Bayern 2

     

radioTexte am Dienstag In memoriam Klaus Wagenbach

Klaus Wagenbach | Bild: picture alliance / Eventpress | Eventpress Rekdal

Dienstag, 21.12.2021
21:05 bis 22:00 Uhr

  • Als Podcast verfügbar

BAYERN 2

Anarchist und Cavaliere, Berlin-Kenner und Italien-Liebhaber, Verlagsgründer, unabhängiger politischer Kopf, wilder Leser und begeisterter Geschichtenerzähler, Radfahrer und Rotweintrinker: Klaus Wagenbach - Das Urgestein unter den deutschen Verlegern ist am 17. Dezember 2021 im Alter von 91 Jahren in Berlin gestorben.
Eine Autorenlesung aus Klaus Wagenbachs Erinnerungsbuch "Die Freiheit des Verlegers".

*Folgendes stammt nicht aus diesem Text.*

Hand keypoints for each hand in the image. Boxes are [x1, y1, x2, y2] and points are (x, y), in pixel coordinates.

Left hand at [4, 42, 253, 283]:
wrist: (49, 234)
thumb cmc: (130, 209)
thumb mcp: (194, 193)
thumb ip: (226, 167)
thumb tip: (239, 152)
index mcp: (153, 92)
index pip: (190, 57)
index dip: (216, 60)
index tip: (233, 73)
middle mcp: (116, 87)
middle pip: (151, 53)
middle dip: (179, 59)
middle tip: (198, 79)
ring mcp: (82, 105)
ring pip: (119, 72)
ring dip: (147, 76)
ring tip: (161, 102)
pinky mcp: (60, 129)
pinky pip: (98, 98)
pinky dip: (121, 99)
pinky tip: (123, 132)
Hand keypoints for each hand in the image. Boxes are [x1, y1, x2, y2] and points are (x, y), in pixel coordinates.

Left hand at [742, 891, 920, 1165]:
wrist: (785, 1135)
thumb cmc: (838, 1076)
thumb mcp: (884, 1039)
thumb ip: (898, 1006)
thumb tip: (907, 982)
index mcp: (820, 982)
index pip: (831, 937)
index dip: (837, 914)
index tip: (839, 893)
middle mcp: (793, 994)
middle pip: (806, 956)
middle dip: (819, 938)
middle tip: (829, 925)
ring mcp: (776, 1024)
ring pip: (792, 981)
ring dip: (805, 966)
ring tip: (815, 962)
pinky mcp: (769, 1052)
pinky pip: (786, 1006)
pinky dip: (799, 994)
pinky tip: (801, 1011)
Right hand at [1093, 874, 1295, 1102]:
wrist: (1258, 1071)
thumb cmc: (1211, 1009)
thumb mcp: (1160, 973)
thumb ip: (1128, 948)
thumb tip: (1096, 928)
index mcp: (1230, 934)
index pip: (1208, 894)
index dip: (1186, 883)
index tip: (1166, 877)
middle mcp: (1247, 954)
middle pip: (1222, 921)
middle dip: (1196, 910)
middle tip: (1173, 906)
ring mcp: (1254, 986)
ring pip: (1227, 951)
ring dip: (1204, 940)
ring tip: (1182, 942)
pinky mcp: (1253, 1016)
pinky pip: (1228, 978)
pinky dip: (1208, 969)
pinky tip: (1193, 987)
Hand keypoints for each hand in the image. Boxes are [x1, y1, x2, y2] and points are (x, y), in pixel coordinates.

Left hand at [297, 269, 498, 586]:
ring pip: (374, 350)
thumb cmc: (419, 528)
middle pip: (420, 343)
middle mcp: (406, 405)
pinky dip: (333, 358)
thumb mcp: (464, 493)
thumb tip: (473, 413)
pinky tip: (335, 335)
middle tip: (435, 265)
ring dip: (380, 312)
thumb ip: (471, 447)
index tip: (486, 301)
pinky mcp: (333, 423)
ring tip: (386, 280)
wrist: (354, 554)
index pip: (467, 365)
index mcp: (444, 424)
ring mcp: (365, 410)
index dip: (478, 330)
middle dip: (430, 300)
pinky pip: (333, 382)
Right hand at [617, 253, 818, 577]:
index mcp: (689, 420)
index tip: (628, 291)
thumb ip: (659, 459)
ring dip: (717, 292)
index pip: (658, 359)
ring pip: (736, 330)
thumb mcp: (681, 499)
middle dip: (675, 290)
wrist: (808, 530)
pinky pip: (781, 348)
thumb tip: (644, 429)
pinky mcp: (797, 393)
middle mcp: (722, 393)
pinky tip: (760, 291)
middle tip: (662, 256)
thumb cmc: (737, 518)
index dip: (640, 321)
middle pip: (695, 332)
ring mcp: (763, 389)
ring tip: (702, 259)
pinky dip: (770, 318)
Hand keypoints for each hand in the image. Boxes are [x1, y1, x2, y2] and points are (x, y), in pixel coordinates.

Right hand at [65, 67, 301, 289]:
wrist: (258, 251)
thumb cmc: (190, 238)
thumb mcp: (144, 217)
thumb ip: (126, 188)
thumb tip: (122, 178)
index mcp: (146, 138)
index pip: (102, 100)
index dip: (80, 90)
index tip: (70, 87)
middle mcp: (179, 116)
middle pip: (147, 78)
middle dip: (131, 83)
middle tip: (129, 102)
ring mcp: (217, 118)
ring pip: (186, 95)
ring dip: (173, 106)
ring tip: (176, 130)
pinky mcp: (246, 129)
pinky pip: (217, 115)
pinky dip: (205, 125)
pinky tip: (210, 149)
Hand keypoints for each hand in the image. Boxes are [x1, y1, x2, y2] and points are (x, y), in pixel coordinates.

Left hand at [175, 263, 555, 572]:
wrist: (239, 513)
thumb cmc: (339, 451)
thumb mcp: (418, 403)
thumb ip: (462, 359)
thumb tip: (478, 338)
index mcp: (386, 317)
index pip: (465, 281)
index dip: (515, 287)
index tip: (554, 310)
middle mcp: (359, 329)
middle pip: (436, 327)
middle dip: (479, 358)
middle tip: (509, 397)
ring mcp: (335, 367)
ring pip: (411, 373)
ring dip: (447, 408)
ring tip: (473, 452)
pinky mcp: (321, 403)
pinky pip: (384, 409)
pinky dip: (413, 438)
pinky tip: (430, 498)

Als der italienische Regisseur Roberto Rossellini 1947 seinen berühmten Film "Germania Anno Zero" drehte, die Berliner Trümmerfrauen zum Symbol des Wiederaufbaus wurden, war Klaus Wagenbach gerade 17 Jahre alt und bereits ein Überlebenskünstler. "Die Schulen waren noch geschlossen, also bin ich zum Hofapotheker Weber in Licht, in Oberhessen, gegangen, der auf die Idee kam, Herzkranken "Digitalis" zu verkaufen. Also haben wir Fingerhut gesammelt und daraus eine Tinktur gemacht und sie verkauft. Niemand ist an Herzkrankheit gestorben", erinnerte sich später Klaus Wagenbach, der als Schwarzhändler bei der US-Army auch Kondome der Marke "Silver Tex" klaute, um "Geschlechtskrankheiten zu bekämpfen". Einige Jahre später absolvierte der am 11. Juli 1930 in Berlin-Tegel geborene Sohn eines Sekretärs des "Bundes deutscher Bodenreformer" und einer Telefonistin eine Lehre und studierte Germanistik, Archäologie und Kunstgeschichte. Mit gerade 29 Jahren wurde er Lektor beim S. Fischer Verlag und hatte eine berühmte Dissertation über Franz Kafka verfasst: "Ich bin Kafkas dienstälteste lebende Witwe", wiederholte er nicht ohne Koketterie. Unter dem Motto "Geschichtsbewusstsein, Anarchie und Hedonismus" gründete er 1964 seinen eigenen Verlag, der ihm wegen der Veröffentlichung des "RAF-Manifests" zwei Strafprozesse einbrachte. Der "rote Klaus" - er trug stets rote Socken - mauserte sich vom politisch engagierten zum Intellektuellen zu einem der erfolgreichsten, unabhängigen Verleger des Nachkriegsdeutschlands. Zu seinen großen editorischen Leistungen gehören die Veröffentlichung von Erich Frieds "Gesammelten Werken", die "Freibeuter Schriften" von Pier Paolo Pasolini sowie die Bücher der wichtigsten zeitgenössischen italienischen Autoren. In seinem Erinnerungsbuch "Die Freiheit des Verlegers" und im Gespräch mit Antonio Pellegrino lässt Klaus Wagenbach die wichtigsten Stationen seiner langen Verleger-Lebens Revue passieren. Am 17. Dezember ist das Urgestein unter den deutschen Verlegern im Alter von 91 Jahren in Berlin gestorben.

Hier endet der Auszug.